It’s a tired ultimatum at this point: win these three games, and only then is the Michigan football team for real. Only then is Jim Harbaugh, after four years of manifesting his all-star presence, the savior.
With No. 15 Wisconsin rolling into Ann Arbor on Saturday (opening as eight-point underdogs, mind you), fans are handling the game as a make-or-break ordeal. The team is, too, and they’re talking about it.
“This is one of those games you see on the schedule, you gotta get those first six games out of the way,” said junior linebacker Devin Bush Jr. “But you know this game is eventually coming, and now that it’s here, it’s all you’ve been waiting for.”
The 12th-ranked Wolverines have talked big game of their potential in the past and faltered.
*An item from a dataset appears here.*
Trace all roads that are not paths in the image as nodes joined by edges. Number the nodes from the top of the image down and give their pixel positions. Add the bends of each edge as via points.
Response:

Why believe them now?
Flashback to August 29. Notre Dame awaits.
“The reality is,” said assistant head coach Pep Hamilton, “that everybody’s gonna find out who we are and what we’re made of on Saturday night.”
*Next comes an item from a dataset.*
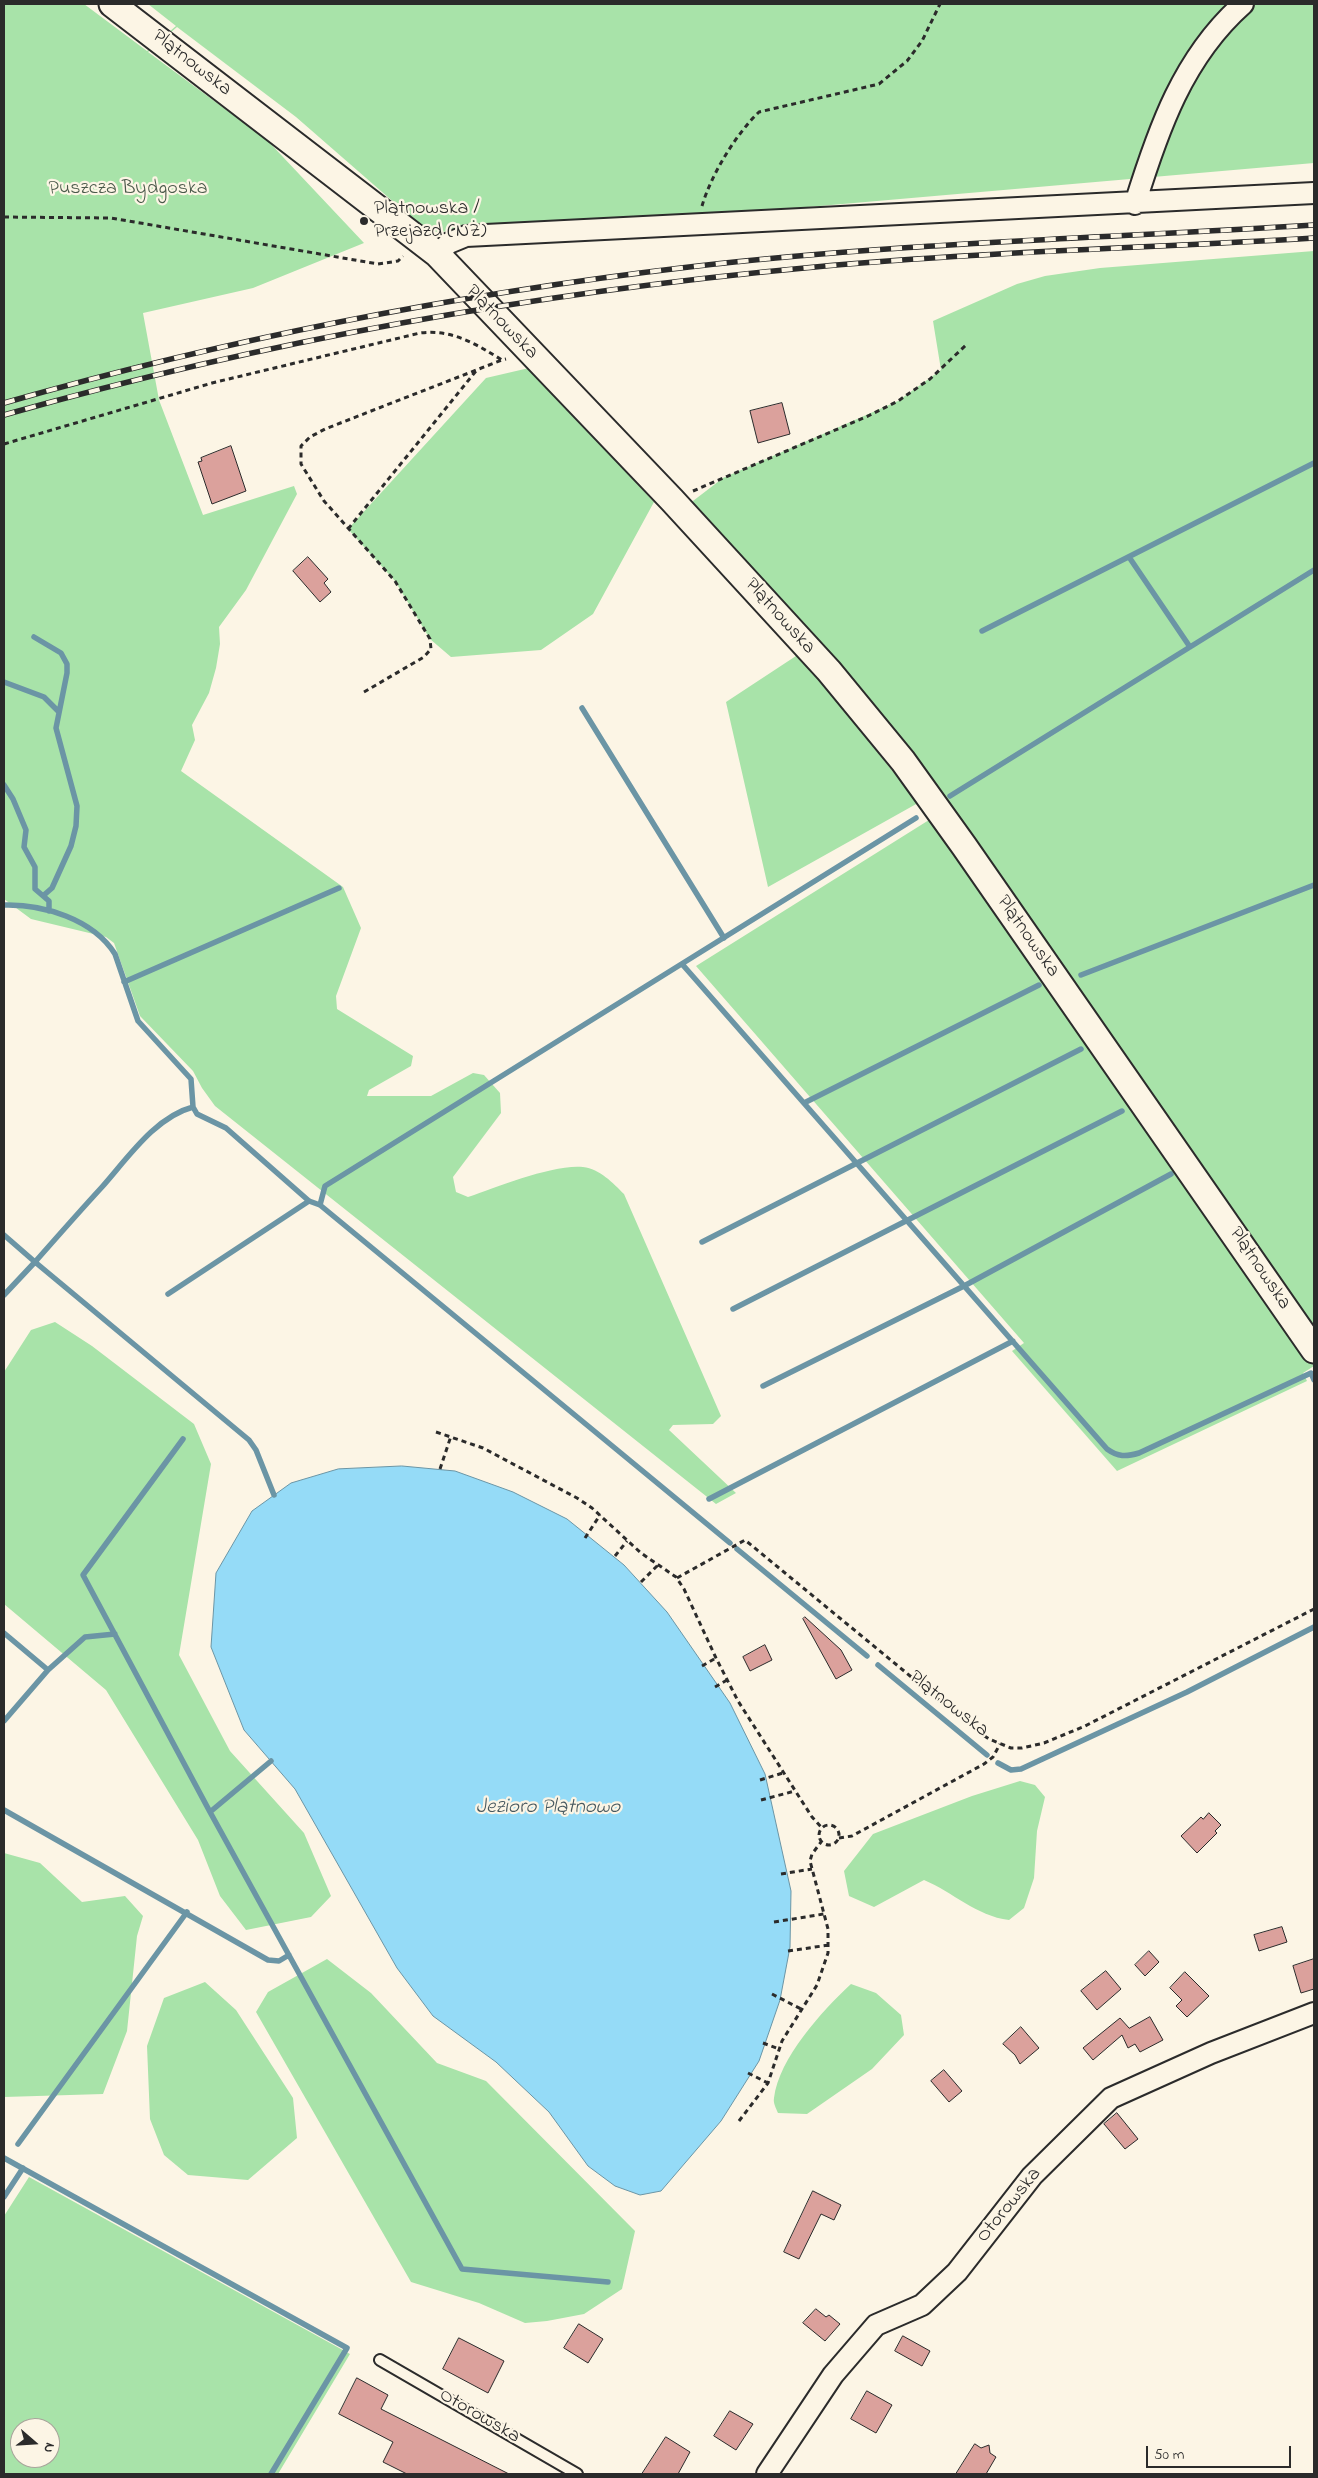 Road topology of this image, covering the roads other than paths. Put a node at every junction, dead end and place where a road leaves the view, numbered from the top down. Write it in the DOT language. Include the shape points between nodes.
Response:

The Wolverines, of course, lost that game, 24-17. As of October 11, there is nary a word that Michigan is remotely the same team as the one that looked outmatched end-to-end in South Bend.
The team has spoken in the same manner before, but not like it has now. Maybe it’s bulletin board material for them. But maybe, with momentum and genuine confidence in hand, there is truthful conviction.
Ask the team’s emotional leader, defensive end Chase Winovich.
“It’s pretty obvious there’s something different about this team,” the fifth-year senior said.
Obvious. Ask another fifth-year senior, Jared Wangler.
“There is something special with this team,” Wangler said. “You can feel it. I feel like we’re hitting on all cylinders right now … confidence is there, which is really what you need, especially in these big games coming up. I sense something great about this team.”
Even Wisconsin’s head coach, Paul Chryst, can see it on film.
“They have great confidence and knowledge in their scheme,” Chryst said.
So now you have to consider for yourself if you believe the hype, or if the five games after Notre Dame were just a gift with a pretty bow on top. Can you put yourself on the bandwagon that a loss to the Badgers is devastating and, more importantly, unexpected? Leaving the Wolverines’ words to the wayside, the answer might still be “yes.”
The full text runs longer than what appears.